Seeds, Hermies, Stress Training and Male/Female Ratios

I do understand that light poisoning can cause male flowers to appear and various types of stress can cause latent hermie traits to appear but I'm unclear on the following...

I'm wondering if the sex of the plant can be affected by the additional stress of LSTing or is the sex locked into the seed and predetermined before it's planted?

If not, how and why does a plant become one sex or the other?

The other question I have is, if I use the pollen from a hermie and pollinate a good stable female, will it produce any seeds that don't have hermie traits? Or, will it produce any pure females that aren't likely to go hermie?

Thanks!!

:peace:

Harry
 
is the sex locked into the seed and predetermined before it's planted?

I don't think so, evident from high N producing more females.

Not sure, sounds like a lab experiment to me :cheesygrinsmiley:

I find no hermie traits passed.
And I've played with it. ....
well now, it may be that you see more male flowers at the end that in some.
Still ain't sure about that, this a trait of an XX plant or not.
may take a few more generations to get a handle on it, for me personally.
 
excuse my ignorance but whats the 'N' in keep the N up'?
i also read (cant find the thread now) that keeping seeds near ripe bananas can influence their sex. anyone know how long they should be kept near the ripe nana before germinating? worth a try :grinjoint:
 
Now back to this Hermie thing :cheesygrinsmiley:

Is it a Hermie or an XX !??!
That's the question.

Cees is Mr. XX

Female seed

Dutch Passion has also done some great research/experimenting.
"Dutch Passion Feminised Seeds (text taken from Dutch passion "feminized seeds")
In an experiment done in 1999 we grew 15 varieties of "feminized" seeds. We started with 30 seeds per variety. The goals were: 1) to determine the percentages of female, male, and hermaphroditic plants. 2) to compare the uniformity (homogeneity) among plants from "feminized" seeds with those grown from "regular" seeds.

1. The results were excellent. Nine out of fifteen varieties had 100% female offspring. Percentages of female plants from the other 6 varieties were between 80 and 90%. These plants were all hermaphrodites, producing their male flowers at the end of their lifecycle. Seed-setting hardly took place. No males were found.

2. Approximately 70% of the plants of varieties grown from "feminized" seeds were far more uniform than plants grown from "regular" seeds of the same variety. About 20% of the varieties were a little more uniform, while in 10% of the varieties no difference in uniformity was seen. "

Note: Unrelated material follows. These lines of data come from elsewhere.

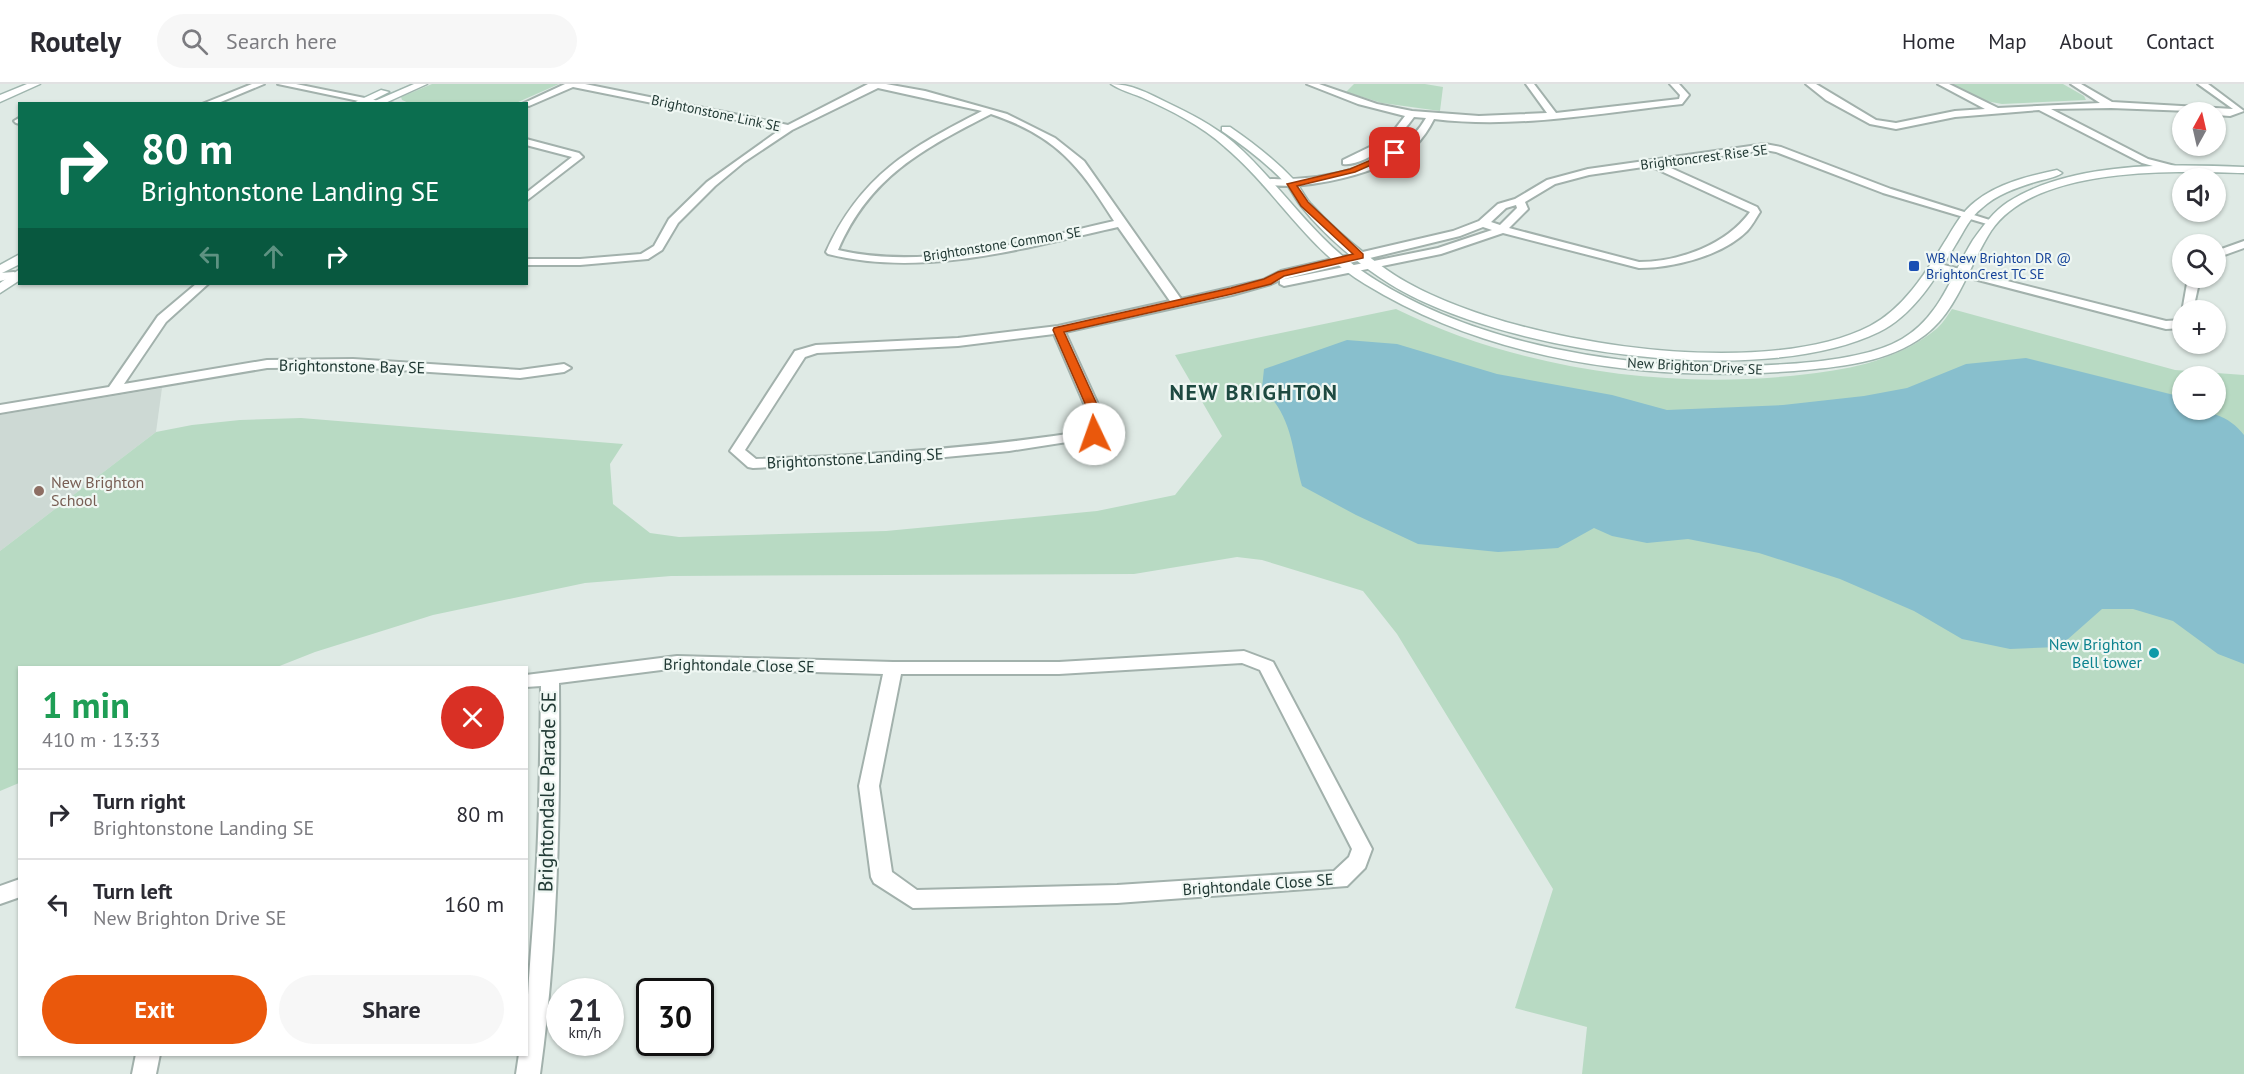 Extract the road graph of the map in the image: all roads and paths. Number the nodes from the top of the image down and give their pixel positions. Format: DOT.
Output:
graph roads {
  1 [pos="35,84"];
  2 [pos="260,84"];
  3 [pos="282,84"];
  4 [pos="405,84"];
  5 [pos="422,84"];
  6 [pos="572,84"];
  7 [pos="876,84"];
  8 [pos="1116,84"];
  9 [pos="1137,84"];
  10 [pos="1311,84"];
  11 [pos="1334,84"];
  12 [pos="1530,84"];
  13 [pos="1674,84"];
  14 [pos="1810,84"];
  15 [pos="1942,84"];
  16 [pos="2075,84"];
  17 [pos="2202,84"];
  18 [pos="1322,88"];
  19 [pos="0,99"];
  20 [pos="373,101"];
  21 [pos="211,102"];
  22 [pos="528,103"];
  23 [pos="2111,105"];
  24 [pos="2040,107"];
  25 [pos="2060,107"];
  26 [pos="990,111"];
  27 [pos="1996,111"];
  28 [pos="1411,114"];
  29 [pos="1553,115"];
  30 [pos="1431,117"];
  31 [pos="789,128"];
  32 [pos="528,142"];
  33 [pos="2145,161"];
  34 [pos="2244,162"];
  35 [pos="1653,164"];
  36 [pos="2168,165"];
  37 [pos="2244,170"];
  38 [pos="1287,180"];
  39 [pos="1267,182"];
  40 [pos="528,196"];
  41 [pos="1519,201"];
  42 [pos="1967,216"];
  43 [pos="1991,222"];
  44 [pos="1121,223"];
  45 [pos="1483,223"];
  46 [pos="1501,230"];
  47 [pos="2244,244"];
  48 [pos="2226,251"];
  49 [pos="1359,256"];
  50 [pos="18,259"];
  51 [pos="1339,260"];
  52 [pos="528,262"];
  53 [pos="1372,266"];
  54 [pos="1936,266"];
  55 [pos="0,270"];
  56 [pos="1351,270"];
  57 [pos="1964,273"];
  58 [pos="17,275"];
  59 [pos="0,277"];
  60 [pos="1267,282"];
  61 [pos="202,285"];
  62 [pos="0,289"];
  63 [pos="1177,302"];
  64 [pos="2172,325"];
  65 [pos="1058,330"];
  66 [pos="564,368"];
  67 [pos="113,390"];
  68 [pos="0,409"];
  69 [pos="892,668"];
  70 [pos="550,676"];
  71 [pos="528,681"];
  72 [pos="18,889"];
  73 [pos="0,895"];
  74 [pos="147,1056"];
  75 [pos="144,1074"];
  76 [pos="528,1074"];
  1 -- 19 [label="street"];
  2 -- 21 [label="street"];
  3 -- 20 [label="street"];
  4 -- 20 [label="street"];
  5 -- 20 [label="street"];
  6 -- 22 [label="street"];
  6 -- 31 [label="street, Brightonstone Link SE"];
  7 -- 26 [label="street"];
  7 -- 31 [label="street"];
  8 -- 39 [label="street, New Brighton Drive SE"];
  9 -- 38 [label="street, New Brighton Drive SE"];
  10 -- 18 [label="street"];
  11 -- 18 [label="street"];
  12 -- 29 [label="street"];
  13 -- 29 [label="street"];
  14 -- 27 [label="street"];
  15 -- 27 [label="street"];
  16 -- 23 [label="street"];
  17 -- 23 [label="street"];
  18 -- 28 [label="street"];
  23 -- 25 [label="street"];
  24 -- 25 [label="street"];
  24 -- 27 [label="street"];
  24 -- 33 [label="street"];
  25 -- 36 [label="street"];
  26 -- 44 [label="street"];
  26 -- 44 [label="street, Brightonstone Common SE"];
  28 -- 30 [label="street"];
  28 -- 38 [label="street"];
  29 -- 30 [label="street"];
  30 -- 38 [label="street"];
  31 -- 52 [label="street"];
  32 -- 40 [label="street"];
  33 -- 36 [label="street, New Brighton Drive SE"];
  33 -- 42 [label="street, New Brighton Drive SE"];
  34 -- 36 [label="street, New Brighton Drive SE"];
  35 -- 41 [label="street, Brightoncrest Rise SE"];
  35 -- 42 [label="street, Brightoncrest Rise SE"];
  35 -- 46 [label="street"];
  36 -- 37 [label="street, New Brighton Drive SE"];
  36 -- 43 [label="street, New Brighton Drive SE"];
  38 -- 39 [label="street"];
  38 -- 49 [label="street, New Brighton Drive SE"];
  39 -- 51 [label="street, New Brighton Drive SE"];
  41 -- 45 [label="street, Brightoncrest Rise SE"];
  41 -- 46 [label="street"];
  42 -- 43 [label="street, Brightoncrest Rise SE"];
  42 -- 54 [label="street, New Brighton Drive SE"];
  43 -- 57 [label="street, New Brighton Drive SE"];
  44 -- 63 [label="street"];
  45 -- 46 [label="street"];
  45 -- 49 [label="street, Brightoncrest Rise SE"];
  46 -- 53 [label="street"];
  47 -- 48 [label="street"];
  49 -- 51 [label="street, Brightonstone Landing SE"];
  49 -- 53 [label="street, New Brighton Drive SE"];
  50 -- 55 [label="street"];
  51 -- 56 [label="street, New Brighton Drive SE"];
  51 -- 60 [label="street, Brightonstone Landing SE"];
  53 -- 54 [label="street, New Brighton Drive SE"];
  53 -- 56 [label="street, Brightonstone Landing SE"];
  54 -- 57 [label="street"];
  56 -- 57 [label="street, New Brighton Drive SE"];
  56 -- 60 [label="street, Brightonstone Landing SE"];
  57 -- 64 [label="street"];
  58 -- 59 [label="street"];
  58 -- 62 [label="street"];
  60 -- 63 [label="street, Brightonstone Landing SE"];
  61 -- 67 [label="street"];
  63 -- 65 [label="street, Brightonstone Landing SE"];
  65 -- 65 [label="street, Brightonstone Landing SE"];
  66 -- 67 [label="street, Brightonstone Bay SE"];
  67 -- 68 [label="street, Brightonstone Bay SE"];
  69 -- 69 [label="street, Brightondale Close SE"];
  69 -- 70 [label="street, Brightondale Close SE"];
  70 -- 71 [label="street, Brightondale Parade SE"];
  70 -- 76 [label="street, Brightondale Parade SE"];
  72 -- 73 [label="street"];
  74 -- 75 [label="street"];
}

I define a hermie as alot of male flowers at the time they show sex.
An XX I define as a female plant that produces male flowers late into flowering.
So it seems to me :cheesygrinsmiley:
 
excuse my ignorance again DaMan (and the abbreviation, hope thats ok :grinjoint:) mine was an XX in that case she was all girl until i noticed first seeds then male bits (are they called flowers when there not actually open?). another thing the trichs appeard to lose their cloudy look,not sure whether they went clear again or green but the buds where i could see male bits or seeds developing looked green rather than frosted like the buds lower down where there wernt male flowers.

:peace:
 
mine was an XX in that case she was all girl until i noticed first seeds then male bits (are they called flowers when there not actually open?)
I call them all flowers male or female. :cheesygrinsmiley:
I can't remember the proper names because I never use them.
Nope hermie,
the point is,
an XX will not produce seed on the plant.Just male flowers.
The female flowers are so far along that they can't produce seed from the male pollen released by the new male flowers.

Unless, she is also still putting out new female flowers.
I would have to say that's a hermie.
If I understand right. :cheesygrinsmiley:
 
thanks Dagoman, theres so much to learn. so she was a hermie after all cos of the seeds, not an XX :( i think she changed about 4/5weeks into flower (if thats possible) i didnt see any male flowers at the begining,i only first noticed the buggers at about 8wks, once id found one i started spotting more, with that and the loss of smell i thought to cut my loses and cut her early.

ps. she was still growing new flowers, she looked far from finished at 8wks!
 
That's the tough part that probably varies from strain to strain.
Then you also have to figure on strain stability.

Either way,
if you use the hermie/XX pollen on a different female,
that doesn't show male flowers,
you get female seed. With very few if any males or hermies.